It would have been obvious to one of ordinary skill in the art before the effective filing date of the claimed invention to have modified the combined teachings of Wang and Gross to incorporate the teachings of Moazzemi to determine an AI quality of service (QoS) value based on the temperature data, wherein the QoS value represents a target for accuracy of a result generated by the AI processor and a throughput of the AI processor and adjust in response to the QoS value. One would have been motivated to do this modification because doing so would give the benefit of classify QoS management techniques as performance-bound and/or accuracy-bound as taught by Moazzemi [Page 64, Column 1, Paragraph 2].


Regarding claim 2
The system of Wang, Gross, and Moazzemi teaches: The method of claim 1 (as shown above).

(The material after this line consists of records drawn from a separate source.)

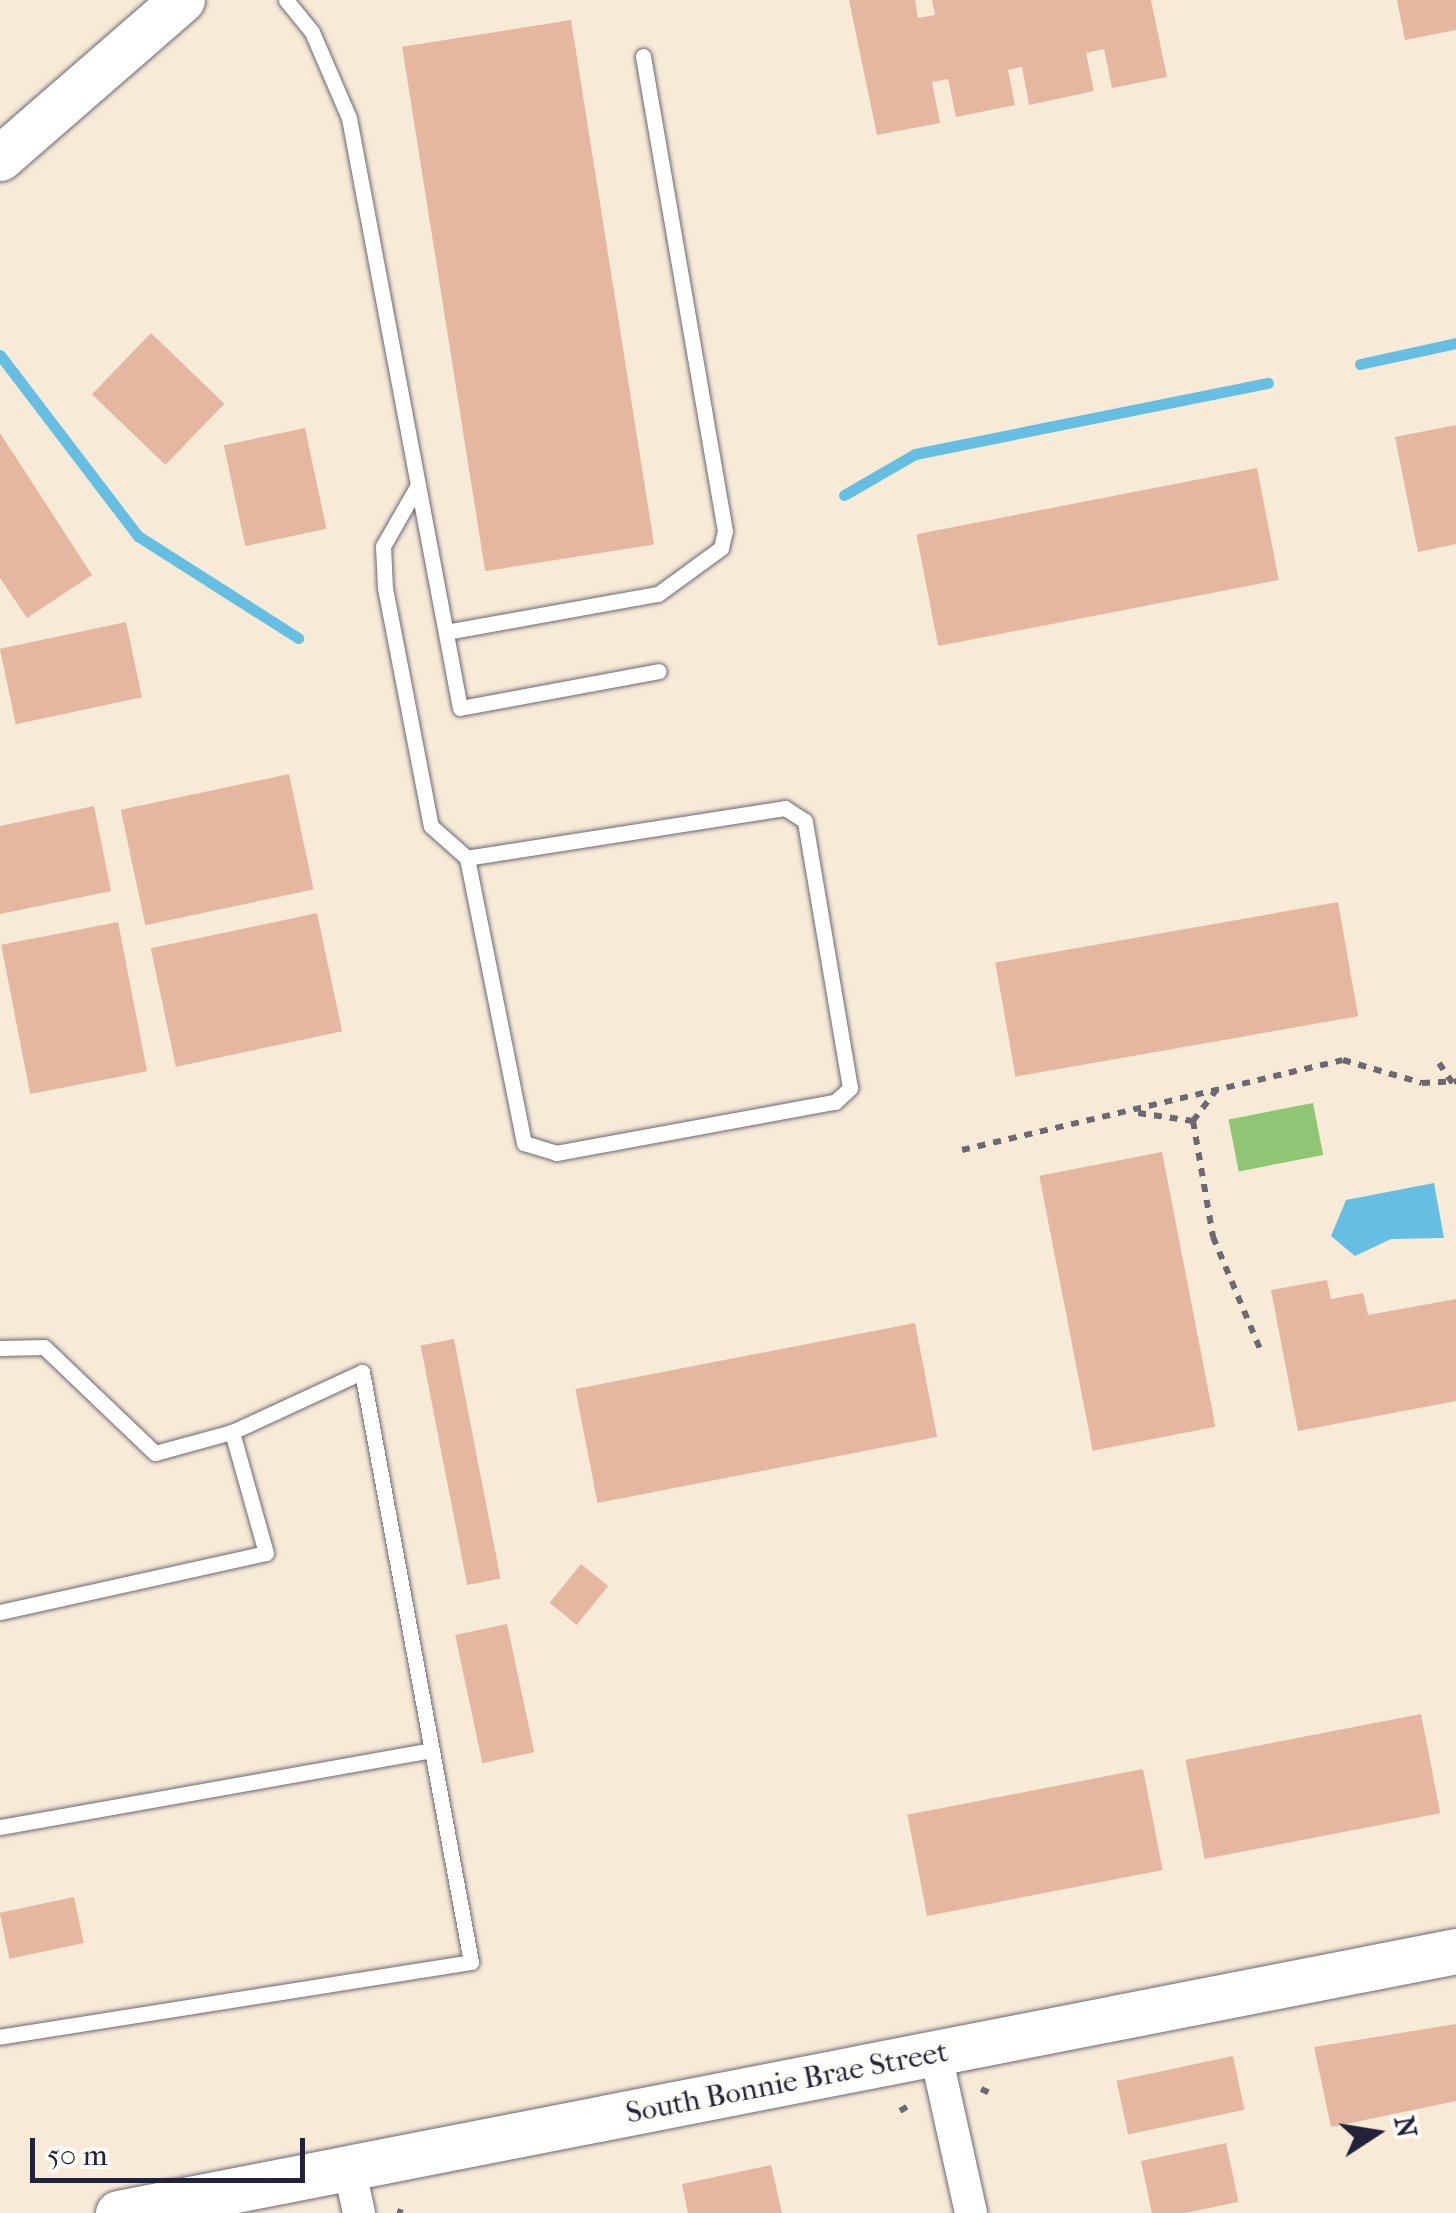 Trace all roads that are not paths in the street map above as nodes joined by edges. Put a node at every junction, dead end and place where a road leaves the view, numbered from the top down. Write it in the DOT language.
graph roads {
  1 [pos="182,0"];
  2 [pos="286,0"];
  3 [pos="643,56"];
  4 [pos="0,158"];
  5 [pos="418,485"];
  6 [pos="446,632"];
  7 [pos="659,671"];
  8 [pos="468,858"];
  9 [pos="0,1348"];
  10 [pos="232,1432"];
  11 [pos="0,1612"];
  12 [pos="428,1751"];
  13 [pos="0,1826"];
  14 [pos="1456,1952"];
  15 [pos="0,2037"];
  16 [pos="936,2055"];
  17 [pos="350,2166"];
  18 [pos="118,2213"];
  19 [pos="359,2213"];
  20 [pos="971,2213"];
  1 -- 4 [label="main road"];
  2 -- 5 [label="lane"];
  3 -- 6 [label="lane"];
  5 -- 6 [label="lane"];
  5 -- 8 [label="lane"];
  6 -- 7 [label="lane"];
  8 -- 8 [label="lane"];
  9 -- 10 [label="lane"];
  10 -- 11 [label="lane"];
  10 -- 12 [label="lane"];
  12 -- 13 [label="lane"];
  12 -- 15 [label="lane"];
  14 -- 16 [label="main road, South Bonnie Brae Street"];
  16 -- 17 [label="main road, South Bonnie Brae Street"];
  16 -- 20 [label="street"];
  17 -- 18 [label="main road, South Bonnie Brae Street"];
  17 -- 19 [label="street"];
} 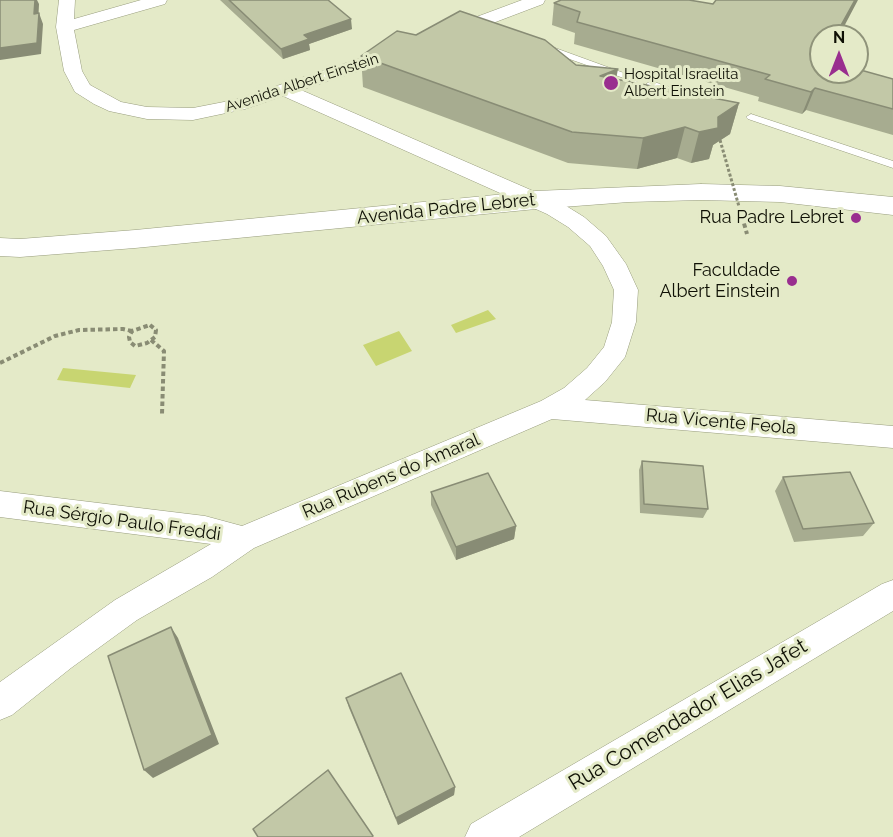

Wang further teaches: wherein dynamically adjusting the Al quantization level for the segment of the neural network comprises: increasing the Al quantization level in response to an operating condition information indicating a level that increased constraint of a processing ability of the Al processor, and decreasing the Al quantization level in response to operating condition information indicating a level that decreased constraint of the processing ability of the Al processor ([Page 8619, Column 1, Last Paragraph] Discussions. In Figure 5, we visualize the bitwidth allocation strategy for MobileNet-V2. From this figure, we can observe that our framework assigns more bitwidths to the weights in depthwise convolution layers than pointwise convolution layers. Intuitively, this is because the number of parameters in the former is much smaller than the latter. Comparing Figure 4 and Figure 5, the policies are drastically [Page 8619, Column 2, Paragraph 1] different under different optimization objectives (fewer bitwiths for depthwise convolutions under latency optimization, more bitwidths for depthwise convolutions under model size optimization). Our framework succeeds in learning to adjust its bitwidth policy under different constraints).
However, Wang is not relied upon to teach: the temperature data.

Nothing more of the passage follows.